I'm amazed I'm this active on SR lately! Anyway....

Myself, I think family sessions are *GREAT*. But that's just my experience, with the particular local one my AP attended. Yeah, I was totally nervous the first time. In our case, the Friday afternoon session is open to family, with optional group time with counselor afterwards. Those without visitors go back to their regular groups.

Emphasis on "family systems". It's a total mindblower to be among other families talking about this. To hear them back-and-forth with their As, with the counselor present. My entire concept of alcoholism got blown apart by that, I think for the good.

Addiction *loves* secrets and isolation. It thrives on them. It's amazing to let others in finally. It helped me feel more sane, and helped me understand my powerlessness.
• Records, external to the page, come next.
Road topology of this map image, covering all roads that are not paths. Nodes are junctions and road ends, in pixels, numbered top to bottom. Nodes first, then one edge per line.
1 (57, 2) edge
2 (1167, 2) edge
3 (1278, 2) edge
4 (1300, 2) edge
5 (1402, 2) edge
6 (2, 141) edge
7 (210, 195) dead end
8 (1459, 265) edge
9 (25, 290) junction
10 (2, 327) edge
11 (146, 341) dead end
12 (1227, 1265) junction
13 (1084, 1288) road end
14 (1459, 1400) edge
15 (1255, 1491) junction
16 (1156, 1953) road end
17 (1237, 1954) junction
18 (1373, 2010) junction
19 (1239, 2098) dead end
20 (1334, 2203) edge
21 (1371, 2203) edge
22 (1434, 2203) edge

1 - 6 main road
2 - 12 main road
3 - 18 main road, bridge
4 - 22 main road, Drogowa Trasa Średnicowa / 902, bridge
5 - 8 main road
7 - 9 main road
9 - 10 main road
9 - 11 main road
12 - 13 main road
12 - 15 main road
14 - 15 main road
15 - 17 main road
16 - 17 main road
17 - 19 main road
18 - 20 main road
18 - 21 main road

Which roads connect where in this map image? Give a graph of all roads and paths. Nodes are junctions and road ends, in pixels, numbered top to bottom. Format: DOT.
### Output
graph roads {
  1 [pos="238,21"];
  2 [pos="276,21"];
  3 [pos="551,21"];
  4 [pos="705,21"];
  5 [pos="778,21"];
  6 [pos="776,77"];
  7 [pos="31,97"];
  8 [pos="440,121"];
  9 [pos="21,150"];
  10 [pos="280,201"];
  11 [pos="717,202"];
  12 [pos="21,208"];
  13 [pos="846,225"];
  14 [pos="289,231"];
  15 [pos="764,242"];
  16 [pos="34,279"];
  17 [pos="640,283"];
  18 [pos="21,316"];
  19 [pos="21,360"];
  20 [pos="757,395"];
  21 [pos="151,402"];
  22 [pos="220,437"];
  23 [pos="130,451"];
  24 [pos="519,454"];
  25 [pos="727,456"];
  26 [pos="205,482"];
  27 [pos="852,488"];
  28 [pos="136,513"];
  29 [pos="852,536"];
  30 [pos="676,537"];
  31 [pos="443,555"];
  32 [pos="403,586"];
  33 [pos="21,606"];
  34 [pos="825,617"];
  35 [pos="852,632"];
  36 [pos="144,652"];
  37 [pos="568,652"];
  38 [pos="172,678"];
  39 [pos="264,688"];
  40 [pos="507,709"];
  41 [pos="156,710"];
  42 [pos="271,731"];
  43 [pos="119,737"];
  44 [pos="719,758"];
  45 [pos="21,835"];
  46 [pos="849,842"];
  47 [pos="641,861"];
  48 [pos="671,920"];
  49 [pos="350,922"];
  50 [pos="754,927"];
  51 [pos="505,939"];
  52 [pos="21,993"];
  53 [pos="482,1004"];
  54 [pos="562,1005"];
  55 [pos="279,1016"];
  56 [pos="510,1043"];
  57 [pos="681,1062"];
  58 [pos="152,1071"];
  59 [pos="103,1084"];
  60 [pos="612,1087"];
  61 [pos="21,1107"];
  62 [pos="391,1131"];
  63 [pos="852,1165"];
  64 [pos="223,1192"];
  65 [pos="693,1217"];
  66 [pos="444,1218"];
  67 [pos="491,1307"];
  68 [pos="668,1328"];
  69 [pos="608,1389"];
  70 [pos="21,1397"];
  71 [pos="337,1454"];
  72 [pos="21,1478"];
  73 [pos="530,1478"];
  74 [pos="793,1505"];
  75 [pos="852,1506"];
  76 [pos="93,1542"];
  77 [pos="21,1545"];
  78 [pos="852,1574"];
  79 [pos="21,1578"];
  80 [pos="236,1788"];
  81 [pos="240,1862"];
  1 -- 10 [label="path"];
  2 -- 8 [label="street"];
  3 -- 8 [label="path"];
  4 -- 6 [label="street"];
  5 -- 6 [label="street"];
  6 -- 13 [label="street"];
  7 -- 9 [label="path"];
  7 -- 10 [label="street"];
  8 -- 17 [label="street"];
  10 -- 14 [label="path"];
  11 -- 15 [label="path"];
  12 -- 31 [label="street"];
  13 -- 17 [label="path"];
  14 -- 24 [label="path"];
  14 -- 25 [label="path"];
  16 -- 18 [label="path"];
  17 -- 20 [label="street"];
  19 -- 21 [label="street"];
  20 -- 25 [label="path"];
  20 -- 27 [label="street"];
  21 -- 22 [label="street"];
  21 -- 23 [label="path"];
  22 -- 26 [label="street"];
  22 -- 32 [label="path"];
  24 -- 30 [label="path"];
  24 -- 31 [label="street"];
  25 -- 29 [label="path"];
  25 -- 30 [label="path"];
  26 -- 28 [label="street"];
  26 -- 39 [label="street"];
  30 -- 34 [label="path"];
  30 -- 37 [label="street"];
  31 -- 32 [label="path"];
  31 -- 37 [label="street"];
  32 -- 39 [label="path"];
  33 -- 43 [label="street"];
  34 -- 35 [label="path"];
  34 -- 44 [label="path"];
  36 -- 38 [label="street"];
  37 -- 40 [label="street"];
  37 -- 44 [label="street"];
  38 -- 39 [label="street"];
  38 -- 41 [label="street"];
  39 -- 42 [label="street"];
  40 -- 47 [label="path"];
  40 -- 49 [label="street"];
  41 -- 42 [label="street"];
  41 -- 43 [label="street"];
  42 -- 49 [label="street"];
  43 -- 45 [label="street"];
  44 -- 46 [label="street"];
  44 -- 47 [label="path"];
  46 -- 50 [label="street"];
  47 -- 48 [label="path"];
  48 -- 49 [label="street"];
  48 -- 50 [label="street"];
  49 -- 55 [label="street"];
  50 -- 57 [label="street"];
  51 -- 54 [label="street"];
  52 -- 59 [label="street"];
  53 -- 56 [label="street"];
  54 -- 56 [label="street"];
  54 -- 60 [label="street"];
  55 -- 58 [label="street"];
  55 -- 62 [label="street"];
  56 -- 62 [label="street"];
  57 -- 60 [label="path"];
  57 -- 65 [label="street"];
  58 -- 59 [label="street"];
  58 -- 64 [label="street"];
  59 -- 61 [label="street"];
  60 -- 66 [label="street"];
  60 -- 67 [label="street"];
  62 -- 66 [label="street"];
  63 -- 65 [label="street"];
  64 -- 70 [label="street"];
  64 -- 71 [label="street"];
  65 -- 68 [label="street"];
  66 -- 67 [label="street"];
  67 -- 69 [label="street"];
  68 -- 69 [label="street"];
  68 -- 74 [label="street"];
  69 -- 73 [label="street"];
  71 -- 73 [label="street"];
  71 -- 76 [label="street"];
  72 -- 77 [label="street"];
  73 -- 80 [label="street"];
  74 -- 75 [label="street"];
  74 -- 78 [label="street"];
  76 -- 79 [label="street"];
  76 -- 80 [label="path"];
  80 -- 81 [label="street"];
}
Now in our case, he went back to the bottle after his weeks of IOP, and it's been months since. Rehab is just not a panacea or magic cure. They warned me about that at intake, and I was not surprised he relapsed. But in spite of that, at least I get to feel that rehab gave me something I didn't have before, regardless whether it did anything for him. My old habits have made it super easy to forget what I learned, but hopefully that will be drastically changing over the next month.

Anyway, just encouraging you to totally go to family sessions, even if you're afraid, and hopefully it will be a powerful experience for you.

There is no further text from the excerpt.